Nos préférences se ressemblent, à quelques exception près. Je pose des questions sur elle, ses relations passées, sa vie présente et passée. C’est une nomade qui passe facilement d’une job, ville, relation à l’autre. S’agira donc de bien l’attacher en place. La conversation est plaisante, et l’impression est réciproque. Les boissons finies, on prend une marche. On rit, on se titille subtilement, bref, on s’amuse.

Au terme de la rencontre, elle accepte de se soumettre à moi. Il est convenu que son initiation aura lieu le vendredi suivant. Avant qu’elle me quitte, nous vivons soudainement l’un de ces moments où l’on sent le courant passer, dont un baiser est la conséquence inéluctable… Ce qui ne m’empêche pas de vouloir prendre un détour.

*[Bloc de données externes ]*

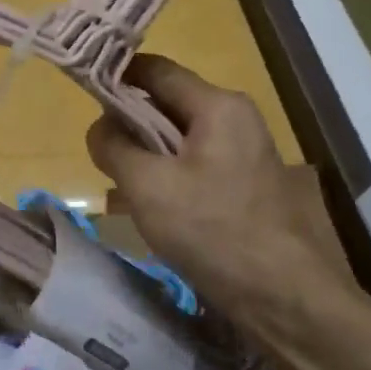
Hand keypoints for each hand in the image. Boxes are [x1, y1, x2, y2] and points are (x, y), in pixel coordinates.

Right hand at [86, 54, 370, 355]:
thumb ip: (115, 147)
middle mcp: (235, 119)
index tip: (83, 93)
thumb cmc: (214, 232)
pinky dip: (167, 174)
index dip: (117, 76)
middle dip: (129, 121)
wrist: (286, 299)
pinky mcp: (245, 185)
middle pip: (168, 102)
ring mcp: (244, 152)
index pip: (156, 70)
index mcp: (218, 106)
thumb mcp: (149, 187)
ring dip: (146, 152)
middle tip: (97, 147)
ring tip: (115, 180)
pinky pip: (195, 165)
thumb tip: (100, 127)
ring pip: (180, 137)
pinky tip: (146, 204)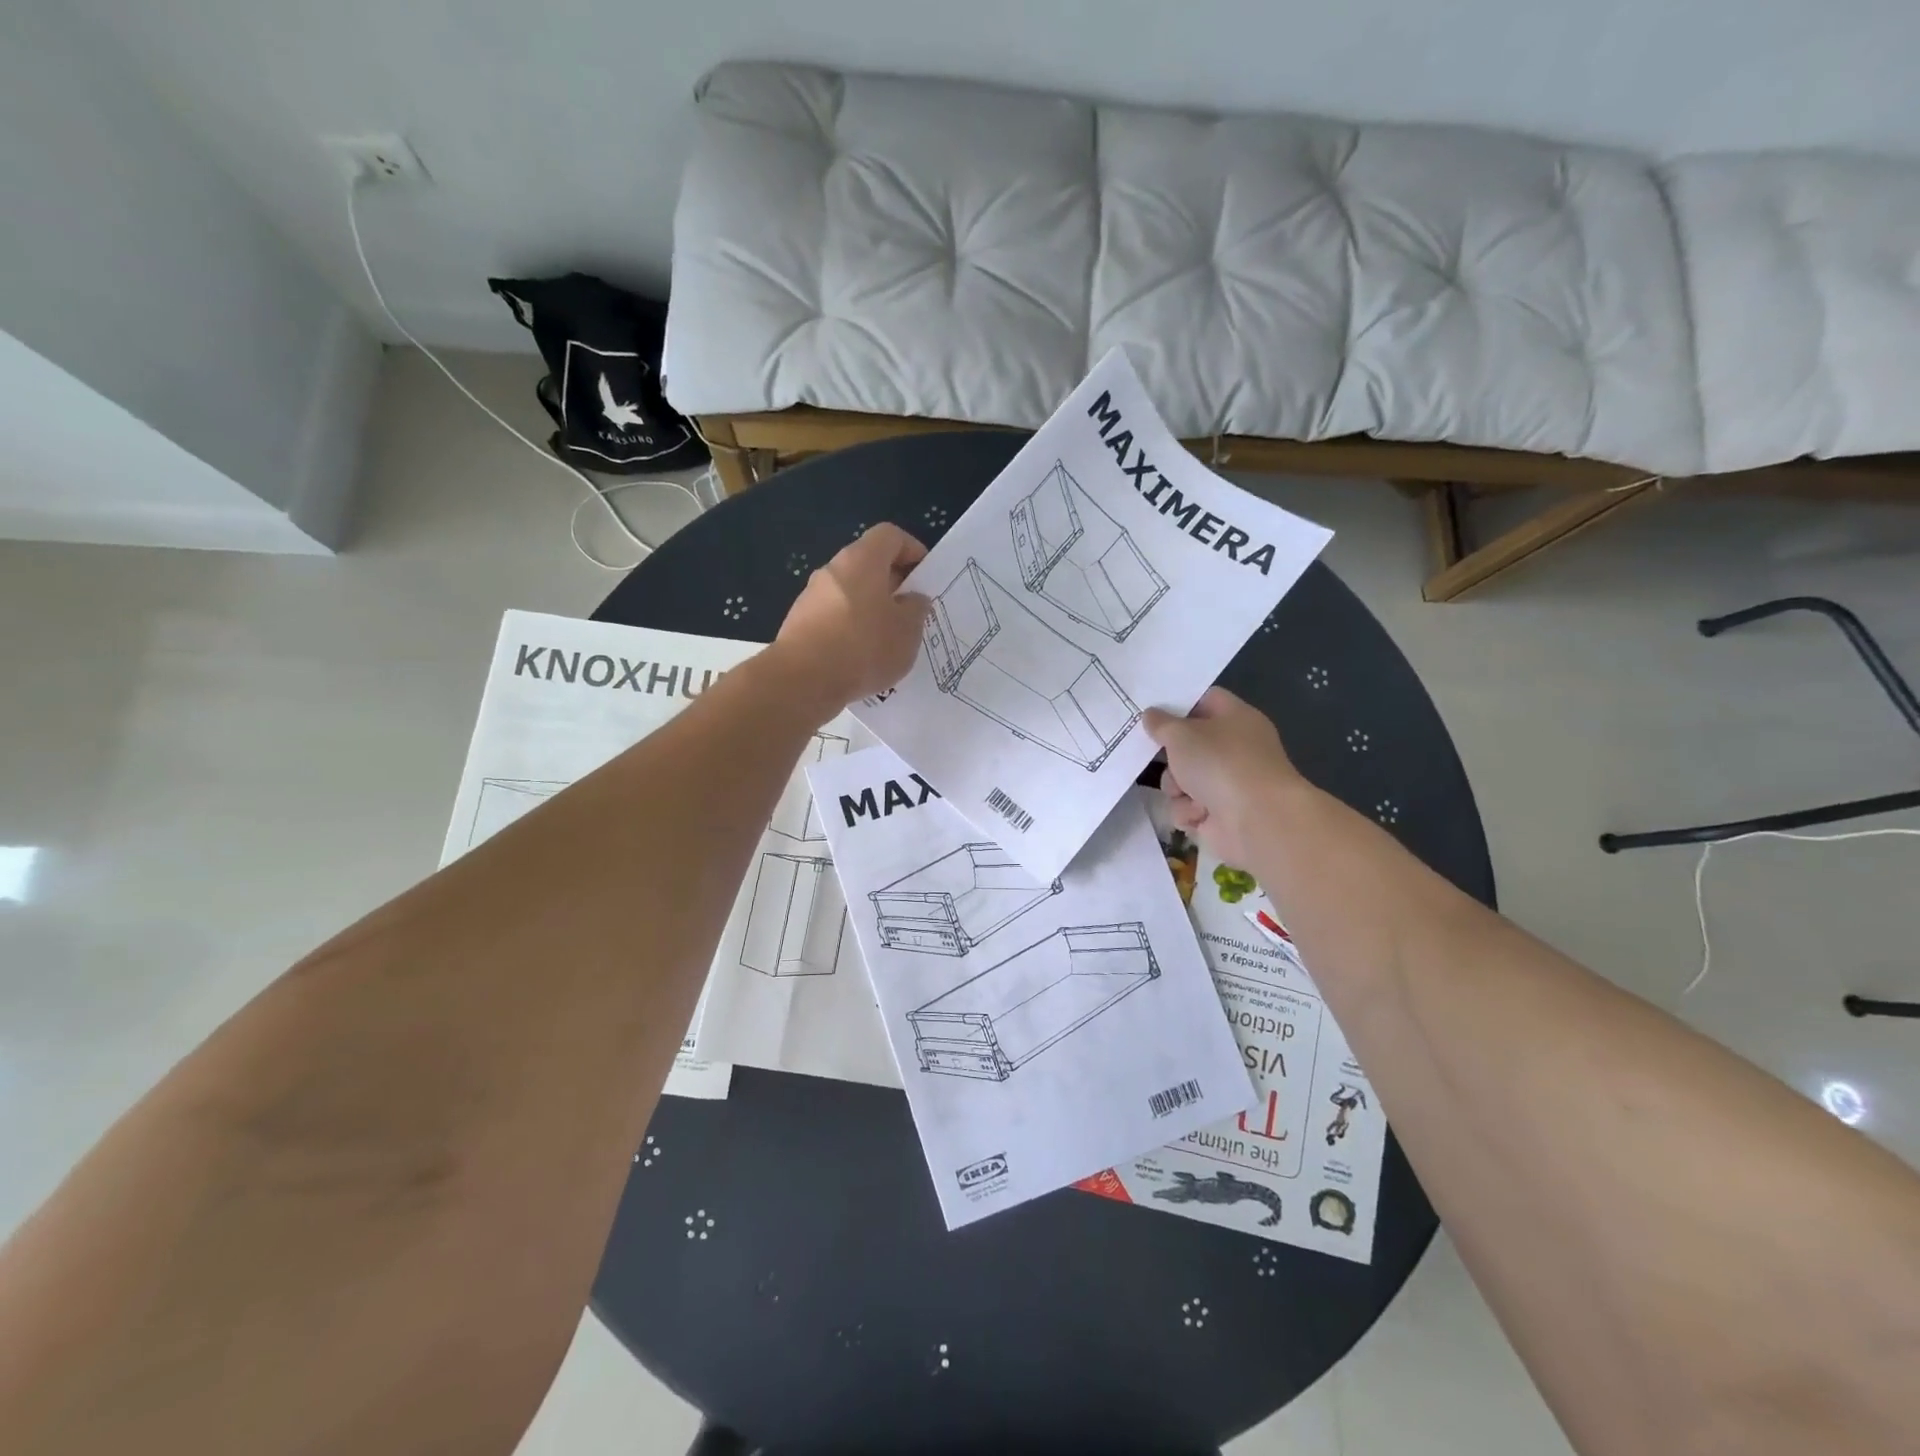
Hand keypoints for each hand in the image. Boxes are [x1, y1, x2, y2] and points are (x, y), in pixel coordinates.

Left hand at [772, 524, 930, 715]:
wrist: (802, 680)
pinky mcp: (799, 623)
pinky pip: (835, 617)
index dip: (912, 549)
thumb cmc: (864, 647)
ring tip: (888, 640)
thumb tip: (912, 599)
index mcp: (862, 560)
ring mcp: (812, 596)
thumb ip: (917, 609)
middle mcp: (833, 570)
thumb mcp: (908, 631)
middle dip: (893, 584)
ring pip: (851, 593)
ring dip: (872, 609)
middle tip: (911, 612)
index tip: (925, 576)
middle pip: (868, 564)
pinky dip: (851, 628)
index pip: (890, 536)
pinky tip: (861, 657)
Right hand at [1142, 687, 1306, 867]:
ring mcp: (1228, 783)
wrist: (1256, 820)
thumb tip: (1151, 715)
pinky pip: (1188, 807)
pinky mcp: (1220, 815)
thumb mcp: (1182, 734)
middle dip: (1170, 756)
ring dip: (1176, 787)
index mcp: (1235, 718)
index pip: (1205, 700)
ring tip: (1185, 792)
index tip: (1151, 711)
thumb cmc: (1220, 763)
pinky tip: (1198, 814)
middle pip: (1189, 745)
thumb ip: (1161, 723)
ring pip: (1182, 779)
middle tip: (1156, 756)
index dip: (1178, 704)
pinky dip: (1188, 811)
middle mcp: (1234, 749)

"Déboutonne un bouton." Elle me fixe. Un frisson la traverse. Elle s’exécute.

"Un autre." L’ouverture de sa blouse me montre maintenant son soutien-gorge. C’est une rue passante sur l’heure du midi (et la mode est encore loin d’être au plongeant comme maintenant). Je m’approche pour lui murmurer à l’oreille…

"Lorsque tu sais donner, je donne en retour…"

Je l’ai embrassé fougueusement. Je ressentais toute son envie dans ses lèvres offerte, dans sa langue curieuse.

Immédiatement après notre baiser, j’ai tourné les talons et je suis parti sans me retourner.

Savait-elle à quel point j’étais joyeux de plonger dans ma première relation? Je l’ignore.

Mais je devine qu’elle était au moins aussi excitée.

 

Uncategorized par Janus27/9/2007 7:43 am

La question

"Bonjour! J’ai fait la connaissance d’une soumise potentielle dans ma ville via un site de rencontre. Elle a 20 ans, moi 22. Nous avons discuté par Messenger et une fois au téléphone. Je me demandais: qu’est-ce que je devrais faire pour la première rencontre? Est-ce que je peux la faire venir ouvrir la porte de mon auto en sous-vêtements, la faire s’agenouiller, etc.? Merci!"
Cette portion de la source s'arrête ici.